Without the pictures, reproduce the entries below exactly.

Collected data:
● ● ● ● ● ● ●

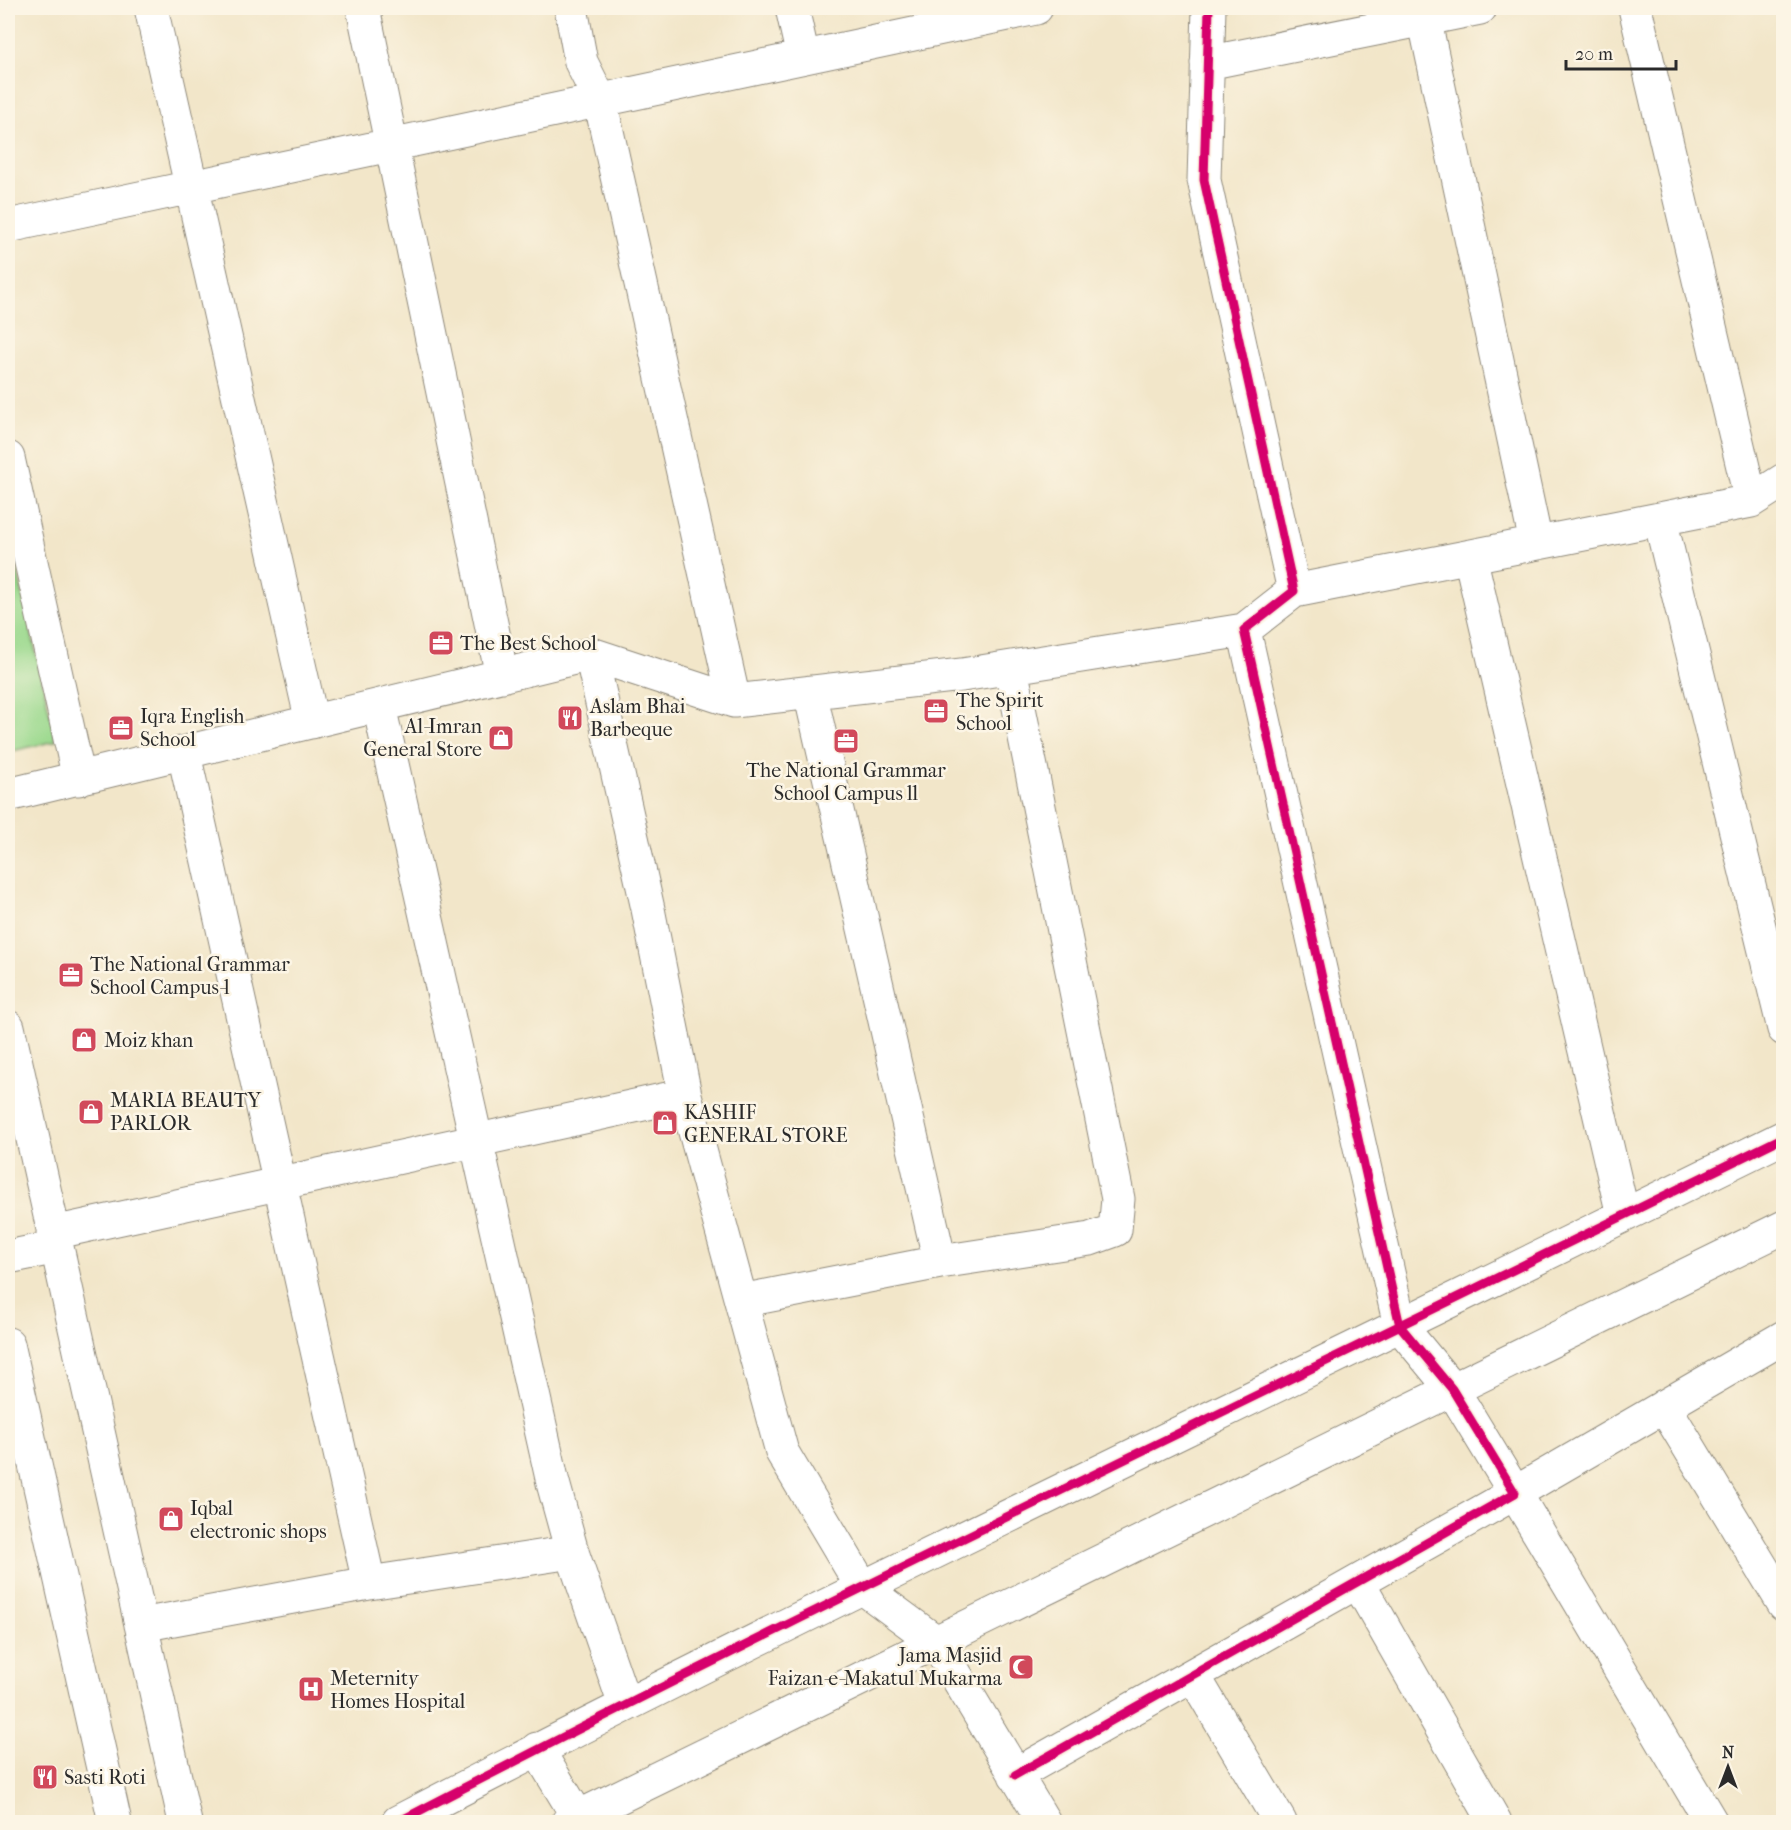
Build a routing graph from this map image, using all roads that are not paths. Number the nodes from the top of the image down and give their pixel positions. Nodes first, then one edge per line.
1 (151, 8) edge
2 (363, 8) edge
3 (571, 8) edge
4 (792, 8) edge
5 (1036, 8) edge
6 (1209, 8) edge
7 (1480, 8) edge
8 (1635, 8) edge
9 (998, 11) edge
10 (1423, 13) edge
11 (803, 57) junction
12 (1207, 63) junction
13 (600, 100) junction
14 (391, 144) junction
15 (192, 187) junction
16 (8, 226) edge
17 (8, 458) edge
18 (1784, 480) edge
19 (1751, 501) junction
20 (1660, 519) junction
21 (1536, 543) junction
22 (1470, 556) junction
23 (1294, 591) junction
24 (1244, 630) junction
25 (591, 654) junction
26 (1011, 668) junction
27 (502, 676) junction
28 (810, 692) junction
29 (734, 701) junction
30 (379, 706) junction
31 (312, 722) junction
32 (184, 754) junction
33 (79, 779) junction
34 (8, 795) edge
35 (8, 1028) edge
36 (1784, 1029) edge
37 (685, 1095) junction
38 (1784, 1137) edge
39 (477, 1141) junction
40 (280, 1185) junction
41 (1623, 1215) junction
42 (1784, 1227) edge
43 (55, 1240) junction
44 (8, 1257) edge
45 (939, 1262) junction
46 (741, 1301) junction
47 (1400, 1326) junction
48 (1784, 1337) edge
49 (8, 1344) edge
50 (1452, 1389) junction
51 (1664, 1406) junction
52 (1515, 1493) junction
53 (572, 1552) junction
54 (1358, 1582) junction
55 (369, 1583) junction
56 (863, 1588) junction
57 (1784, 1604) edge
58 (141, 1625) junction
59 (936, 1642) junction
60 (1193, 1675) junction
61 (625, 1705) junction
62 (537, 1749) junction
63 (1015, 1775) junction
64 (576, 1821) edge
65 (115, 1822) edge
66 (185, 1822) edge
67 (399, 1822) edge
68 (1044, 1822) edge
69 (1280, 1822) edge
70 (1495, 1822) edge
71 (1711, 1822) edge

1 - 15 street
2 - 14 street
3 - 13 street
4 - 11 street
5 - 9 street
6 - 12 street
7 - 10 street
8 - 19 street
9 - 11 street
10 - 12 street
10 - 21 street
11 - 13 street
12 - 23 street
13 - 14 street
13 - 29 street
14 - 15 street
14 - 27 street
15 - 16 street
15 - 31 street
17 - 33 street
18 - 19 street
19 - 20 street
20 - 21 street
20 - 36 street
21 - 22 street
22 - 23 street
22 - 41 street
23 - 24 street
24 - 26 street
24 - 47 street
25 - 27 street
25 - 29 street
25 - 37 street
26 - 28 street
26 - 45 street
27 - 30 street
28 - 29 street
28 - 45 street
30 - 31 street
30 - 39 street
31 - 32 street
32 - 33 street
32 - 40 street
33 - 34 street
35 - 43 street
37 - 39 street
37 - 46 street
38 - 41 street
39 - 40 street
39 - 53 street
40 - 43 street
40 - 55 street
41 - 47 street
42 - 50 street
43 - 44 street
43 - 58 street
45 - 46 street
46 - 56 street
47 - 50 street
47 - 56 street
48 - 51 street
49 - 65 street
50 - 52 street
50 - 59 street
51 - 52 street
51 - 57 street
52 - 54 street
52 - 71 street
53 - 55 street
53 - 61 street
54 - 60 street
54 - 70 street
55 - 58 street
56 - 59 street
56 - 61 street
58 - 66 street
59 - 63 street
59 - 64 street
60 - 63 street
60 - 69 street
61 - 62 street
62 - 64 street
62 - 67 street
63 - 68 street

● ● ● ● ● ● ●

• [Response below]
Build a routing graph from this map image, using all roads that are not paths. Number the nodes from the top of the image down and give their pixel positions. Nodes first, then one edge per line.
1 (151, 8) edge
2 (363, 8) edge
3 (571, 8) edge
4 (792, 8) edge
5 (1036, 8) edge
6 (1209, 8) edge
7 (1480, 8) edge
8 (1635, 8) edge
9 (998, 11) edge
10 (1423, 13) edge
11 (803, 57) junction
12 (1207, 63) junction
13 (600, 100) junction
14 (391, 144) junction
15 (192, 187) junction
16 (8, 226) edge
17 (8, 458) edge
18 (1784, 480) edge
19 (1751, 501) junction
20 (1660, 519) junction
21 (1536, 543) junction
22 (1470, 556) junction
23 (1294, 591) junction
24 (1244, 630) junction
25 (591, 654) junction
26 (1011, 668) junction
27 (502, 676) junction
28 (810, 692) junction
29 (734, 701) junction
30 (379, 706) junction
31 (312, 722) junction
32 (184, 754) junction
33 (79, 779) junction
34 (8, 795) edge
35 (8, 1028) edge
36 (1784, 1029) edge
37 (685, 1095) junction
38 (1784, 1137) edge
39 (477, 1141) junction
40 (280, 1185) junction
41 (1623, 1215) junction
42 (1784, 1227) edge
43 (55, 1240) junction
44 (8, 1257) edge
45 (939, 1262) junction
46 (741, 1301) junction
47 (1400, 1326) junction
48 (1784, 1337) edge
49 (8, 1344) edge
50 (1452, 1389) junction
51 (1664, 1406) junction
52 (1515, 1493) junction
53 (572, 1552) junction
54 (1358, 1582) junction
55 (369, 1583) junction
56 (863, 1588) junction
57 (1784, 1604) edge
58 (141, 1625) junction
59 (936, 1642) junction
60 (1193, 1675) junction
61 (625, 1705) junction
62 (537, 1749) junction
63 (1015, 1775) junction
64 (576, 1821) edge
65 (115, 1822) edge
66 (185, 1822) edge
67 (399, 1822) edge
68 (1044, 1822) edge
69 (1280, 1822) edge
70 (1495, 1822) edge
71 (1711, 1822) edge

1 - 15 street
2 - 14 street
3 - 13 street
4 - 11 street
5 - 9 street
6 - 12 street
7 - 10 street
8 - 19 street
9 - 11 street
10 - 12 street
10 - 21 street
11 - 13 street
12 - 23 street
13 - 14 street
13 - 29 street
14 - 15 street
14 - 27 street
15 - 16 street
15 - 31 street
17 - 33 street
18 - 19 street
19 - 20 street
20 - 21 street
20 - 36 street
21 - 22 street
22 - 23 street
22 - 41 street
23 - 24 street
24 - 26 street
24 - 47 street
25 - 27 street
25 - 29 street
25 - 37 street
26 - 28 street
26 - 45 street
27 - 30 street
28 - 29 street
28 - 45 street
30 - 31 street
30 - 39 street
31 - 32 street
32 - 33 street
32 - 40 street
33 - 34 street
35 - 43 street
37 - 39 street
37 - 46 street
38 - 41 street
39 - 40 street
39 - 53 street
40 - 43 street
40 - 55 street
41 - 47 street
42 - 50 street
43 - 44 street
43 - 58 street
45 - 46 street
46 - 56 street
47 - 50 street
47 - 56 street
48 - 51 street
49 - 65 street
50 - 52 street
50 - 59 street
51 - 52 street
51 - 57 street
52 - 54 street
52 - 71 street
53 - 55 street
53 - 61 street
54 - 60 street
54 - 70 street
55 - 58 street
56 - 59 street
56 - 61 street
58 - 66 street
59 - 63 street
59 - 64 street
60 - 63 street
60 - 69 street
61 - 62 street
62 - 64 street
62 - 67 street
63 - 68 street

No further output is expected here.